Back in December I said about planning to have things being quieter and calmer in 2020, and I’m working on it. But it’s decidedly odd in some ways.
Each weekend of January has had a day “off”, where I’m not doing as much. I usually prefer to at least get out and do something (even if, like today, ‘something’ is just going to the cinema to see stuff) but there’ve even been a couple where I didn’t leave the house – and they definitely felt weird.
It’s actually something that is – for me – very hard to do. It’s taking time to think of it as being “OK” to have days like these. What makes it harder is that I’m physically used to being out and doing stuff – the days of doing Not Much actually leave me feeling achy, tired and grouchy. I honestly don’t yet know how long it’ll take for that to stop happening, or at least get easier.
I’m still working on it though.

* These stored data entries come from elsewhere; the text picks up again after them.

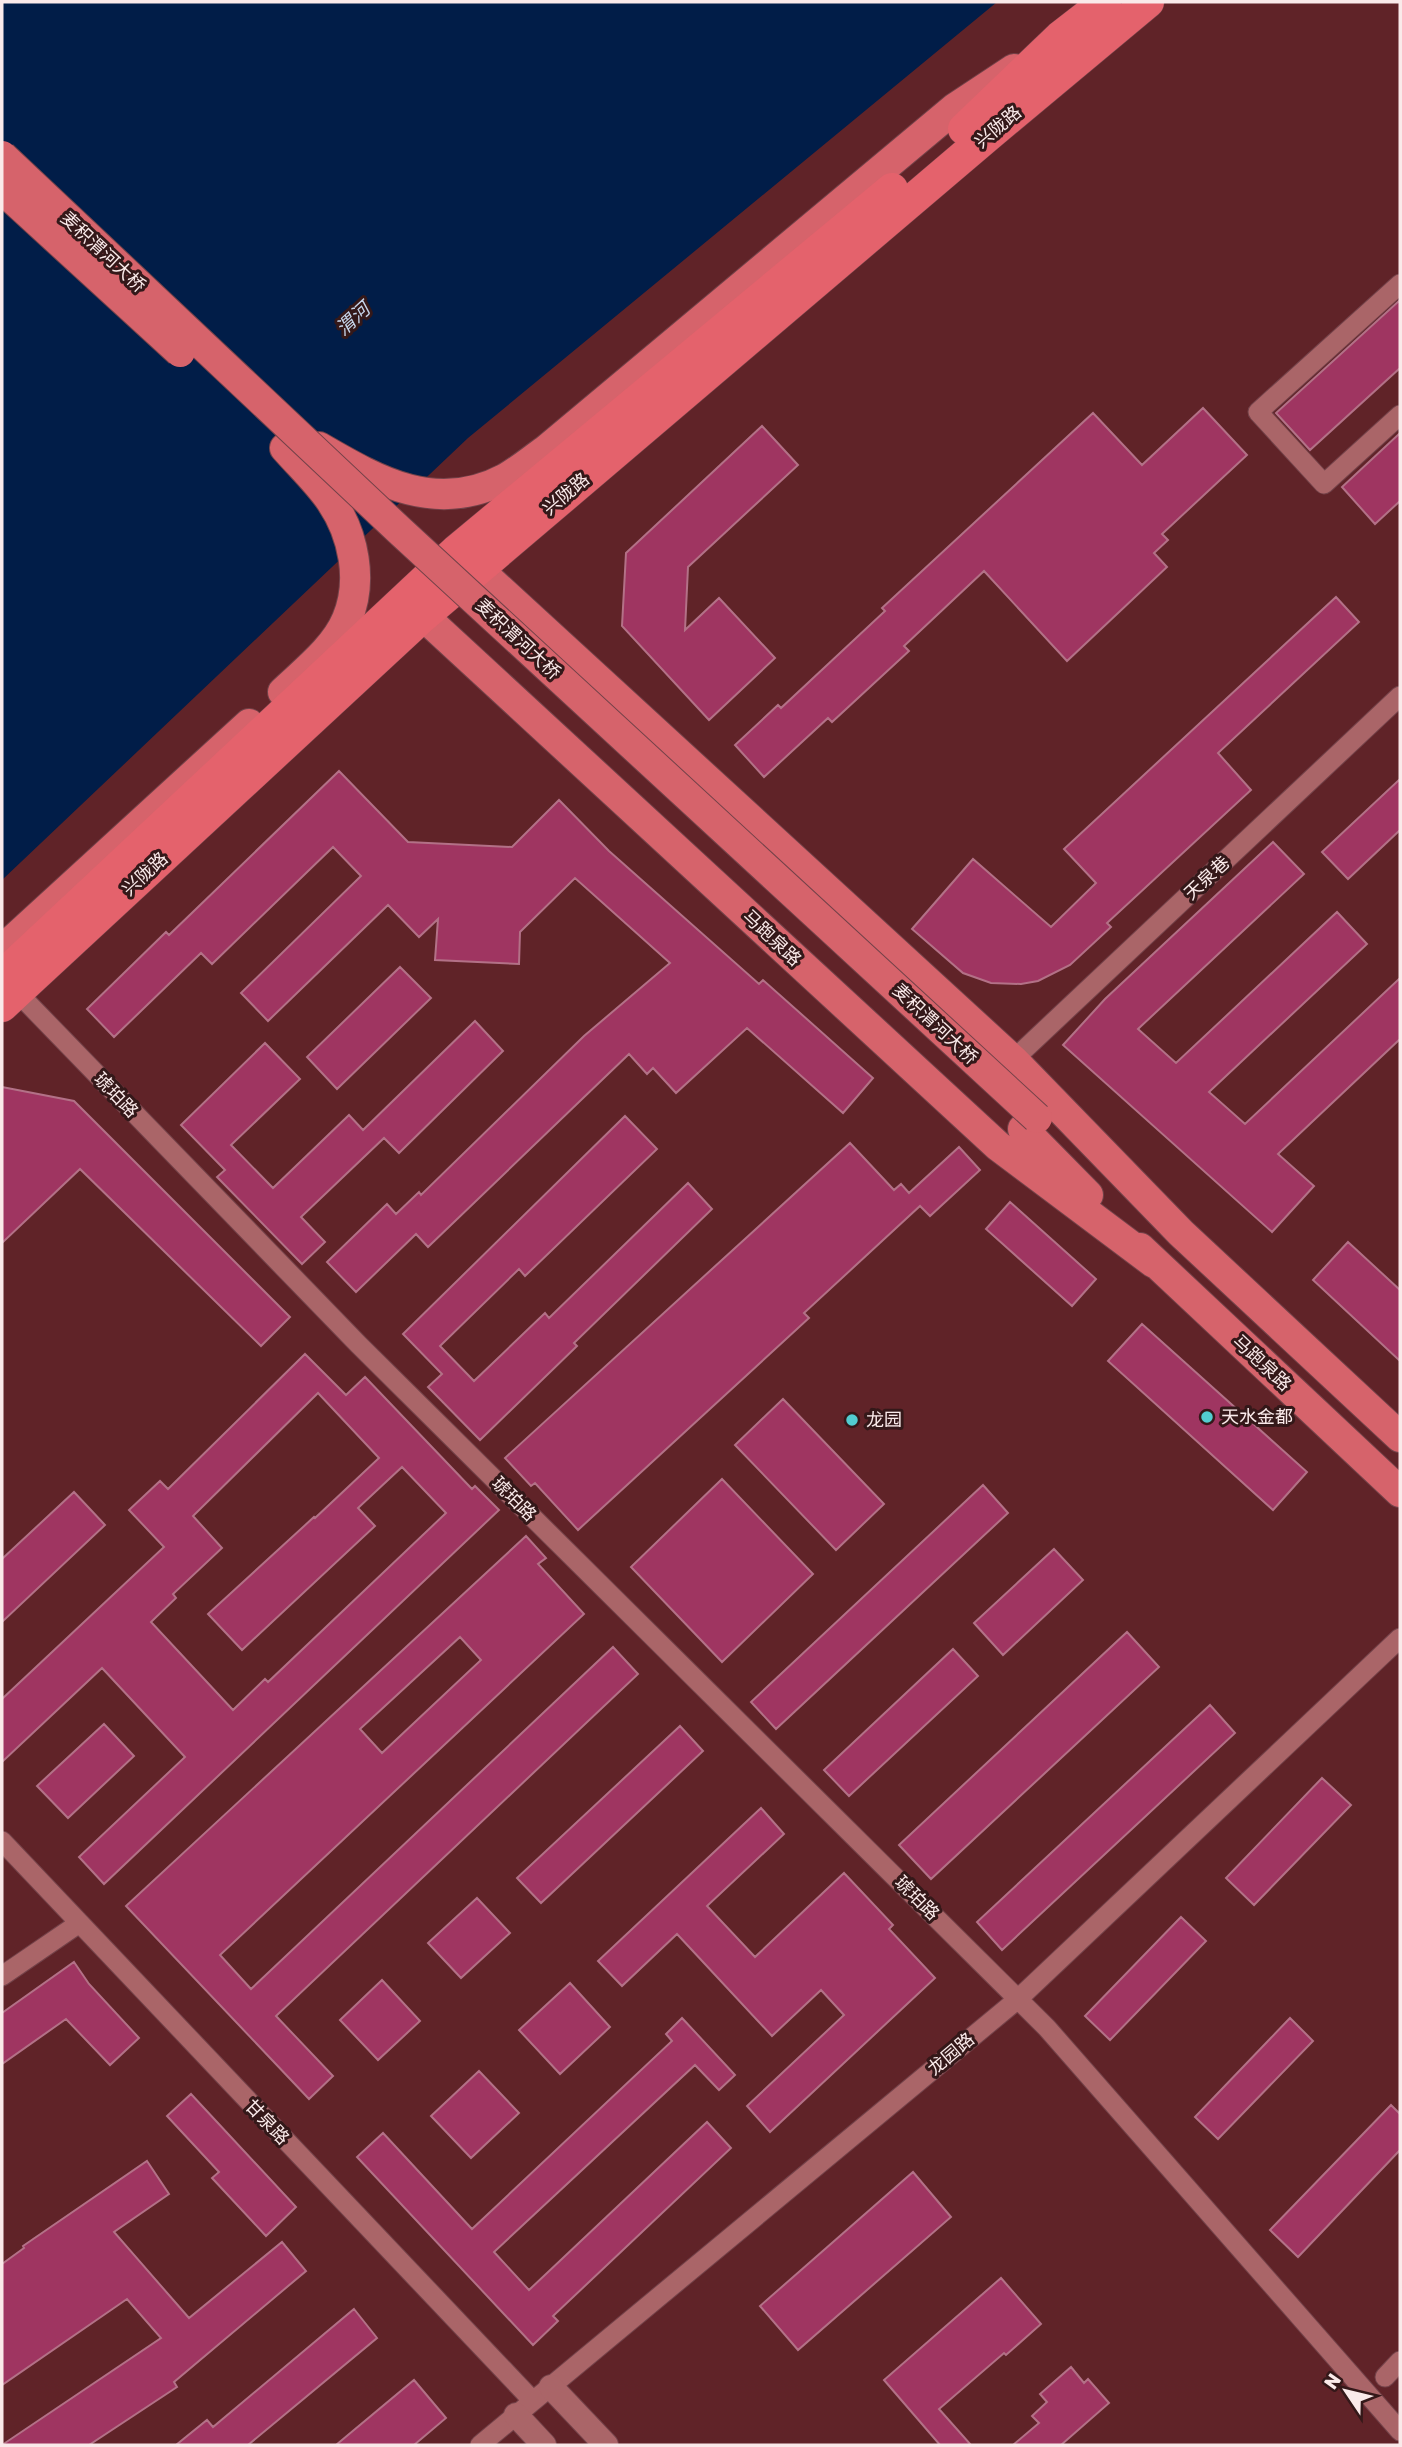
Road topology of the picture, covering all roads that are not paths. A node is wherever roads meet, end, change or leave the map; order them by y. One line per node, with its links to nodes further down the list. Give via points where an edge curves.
1 (1105, 2): 3 (highway, 兴陇路)
2 (1148, 2): 9 (highway, 兴陇路)
3 (1060, 37): 8 (main road, bridge, via 955,108 546,450 505,478 474,491 441,495 404,489); 9 (highway, 兴陇路, via 974,120)
4 (2, 156): 8 (main road, 麦积渭河大桥, bridge)
5 (2, 189): 8 (main road, 麦积渭河大桥, bridge)
6 (1400, 284): 7 (street, via 1258,412 1324,484)
7 (1400, 415)
8 (290, 440): 12 (main road, via 347,531 355,561 355,588 347,620 326,650 282,693); 15 (main road, 麦积渭河大桥, bridge)
9 (468, 559): 10 (highway, 兴陇路); 14 (main road)
10 (413, 607): 13 (highway, 兴陇路); 17 (main road, 马跑泉路, via 998,1146)
11 (1400, 696): 14 (street, 天泉巷)
12 (2, 950)
13 (7, 992): 24 (street, 琥珀路)
14 (1013, 1060): 16 (main road)
15 (1030, 1124): 16 (main road); 17 (main road, 马跑泉路)
16 (1181, 1233): 18 (main road)
17 (1154, 1263): 19 (main road, 马跑泉路)
18 (1400, 1437)
19 (1400, 1492)
20 (1400, 1638): 24 (street, 龙园路)
21 (2, 1841): 22 (street, 甘泉路)
22 (78, 1924): 23 (street); 27 (street, 甘泉路)
23 (2, 1976)
24 (1018, 1999): 27 (street, 龙园路); 28 (street, 琥珀路)
25 (1400, 2361): 26 (street)
26 (1385, 2377)
27 (533, 2401): 29 (street, 龙园路); 30 (street); 31 (street)
28 (1400, 2431)
29 (480, 2445)
30 (544, 2445)
31 (606, 2445)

February is currently planned to be similar – I’ve only got one weekend where there are things booked for both days. So we’ll see how things have progressed in that time, and whether I’m doing better on Not Much days than I currently am…
It’s been interesting (for no good reason other than that this is a year that ends in a zero) to look back at what was going on this time ten years ago.

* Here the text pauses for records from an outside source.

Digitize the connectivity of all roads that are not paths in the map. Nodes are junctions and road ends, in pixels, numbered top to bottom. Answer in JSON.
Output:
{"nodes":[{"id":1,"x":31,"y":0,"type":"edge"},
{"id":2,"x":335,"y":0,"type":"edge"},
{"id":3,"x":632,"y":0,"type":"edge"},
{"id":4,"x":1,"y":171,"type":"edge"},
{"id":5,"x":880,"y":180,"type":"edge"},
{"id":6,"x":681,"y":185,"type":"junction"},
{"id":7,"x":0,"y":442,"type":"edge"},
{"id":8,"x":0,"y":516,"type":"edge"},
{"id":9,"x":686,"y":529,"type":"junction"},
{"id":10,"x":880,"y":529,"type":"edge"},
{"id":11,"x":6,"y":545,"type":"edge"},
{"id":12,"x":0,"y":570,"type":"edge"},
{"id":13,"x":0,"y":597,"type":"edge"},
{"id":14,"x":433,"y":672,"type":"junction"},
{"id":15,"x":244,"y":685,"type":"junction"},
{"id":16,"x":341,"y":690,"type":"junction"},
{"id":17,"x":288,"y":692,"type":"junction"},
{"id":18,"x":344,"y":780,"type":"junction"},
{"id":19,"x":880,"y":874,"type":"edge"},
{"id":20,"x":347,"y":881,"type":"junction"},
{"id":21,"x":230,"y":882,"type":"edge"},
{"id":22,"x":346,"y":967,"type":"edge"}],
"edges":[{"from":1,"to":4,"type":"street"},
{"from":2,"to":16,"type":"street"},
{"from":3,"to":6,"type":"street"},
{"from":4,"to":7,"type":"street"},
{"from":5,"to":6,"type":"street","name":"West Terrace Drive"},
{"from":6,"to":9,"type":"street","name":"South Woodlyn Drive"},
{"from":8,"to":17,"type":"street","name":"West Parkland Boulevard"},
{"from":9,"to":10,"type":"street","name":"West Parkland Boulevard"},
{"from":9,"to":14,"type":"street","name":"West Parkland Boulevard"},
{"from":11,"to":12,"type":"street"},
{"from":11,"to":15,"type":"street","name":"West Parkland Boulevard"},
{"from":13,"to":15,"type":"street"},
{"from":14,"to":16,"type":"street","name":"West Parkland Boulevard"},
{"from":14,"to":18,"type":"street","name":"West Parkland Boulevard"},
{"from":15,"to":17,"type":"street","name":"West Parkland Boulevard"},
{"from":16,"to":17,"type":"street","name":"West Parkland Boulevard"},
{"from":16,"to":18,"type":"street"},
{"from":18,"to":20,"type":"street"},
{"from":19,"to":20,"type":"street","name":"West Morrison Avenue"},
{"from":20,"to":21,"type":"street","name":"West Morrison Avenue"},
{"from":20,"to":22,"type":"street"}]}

It’s fair to say that a lot has changed in that time – albeit none of it recently.
Back then I was still in Norfolk, and working in Bury St Edmunds (and I did keep the promise to stick with the one workplace for the full year of 2010…) I’d just had the first (and still only) accident of my driving career, sliding on ice onto a set of concrete fence posts, which did a blinding job of twatting the front nearside.
So in that ten years, I’ve
- split with Herself, had another shorter-term relationship, and been single now for much longer than either one.
- moved four times – and been in one place (the current one) for far longer than anywhere else I’ve ever lived since leaving home
- changed jobs more times than I care to think about (I could work it out, but truly can’t be chuffed) and been doing the current one for far longer than I ever expected
- been through the whole bankruptcy process, and come out the other side
- been to more plays and theatre things than I’d ever have thought I’d have been to
- and the same for restaurants – Michelin-starred and otherwise. This time ten years ago, I’d not been to any Michelin places – that happened in mid-2010, and I wasn’t impressed at the time. Maybe I should go back there, maybe not.
- changed car twice, and rented a bundle of others as needs directed
There’s a lot of other stuff – it’s interesting to see how a lot of the things I wanted to change then that I still want to change now, for example – and I’ll write more about that elsewhere/elsewhen.
It’s a whole new decade out there (and I can’t be arsed with the argument about whether that’s 2020 or 2021, so don’t bother) and it’ll be interesting to see what happens next.
For your ‘busy’ do you get anxious when the calendar is empty, do you just like having ‘a plan’? Would it work if you planned an afternoon of deliberately doing nothing? (the challenge being to stick to it?)
It’s a bit more – and less – complicated than that.
I don’t need a full plan of “I’ll do [x], then [y], then [z]” for either a day or a weekend. In general I’m happy with an outline idea, even if it’s just “I’ll go to London” or whatever.
However, I do like having at least that idea. A blank space in the calendar is an oddity, and it does leave me feeling uncomfortable.
The other side of it is that my time off is precious to me, my weekends are important. I make sure that I do all my domestic stuff during the week, I refuse to spend half of those important two days doing cleaning, laundry, shopping and so on. They’re my own days, and if I do nothing with them, I feel they’ve been wasted.
So long as I do *something* with them, I’m OK. And even ‘just’ spending a day at the cinema catching up on films counts as “doing something”, so my criteria are quite low on that basis.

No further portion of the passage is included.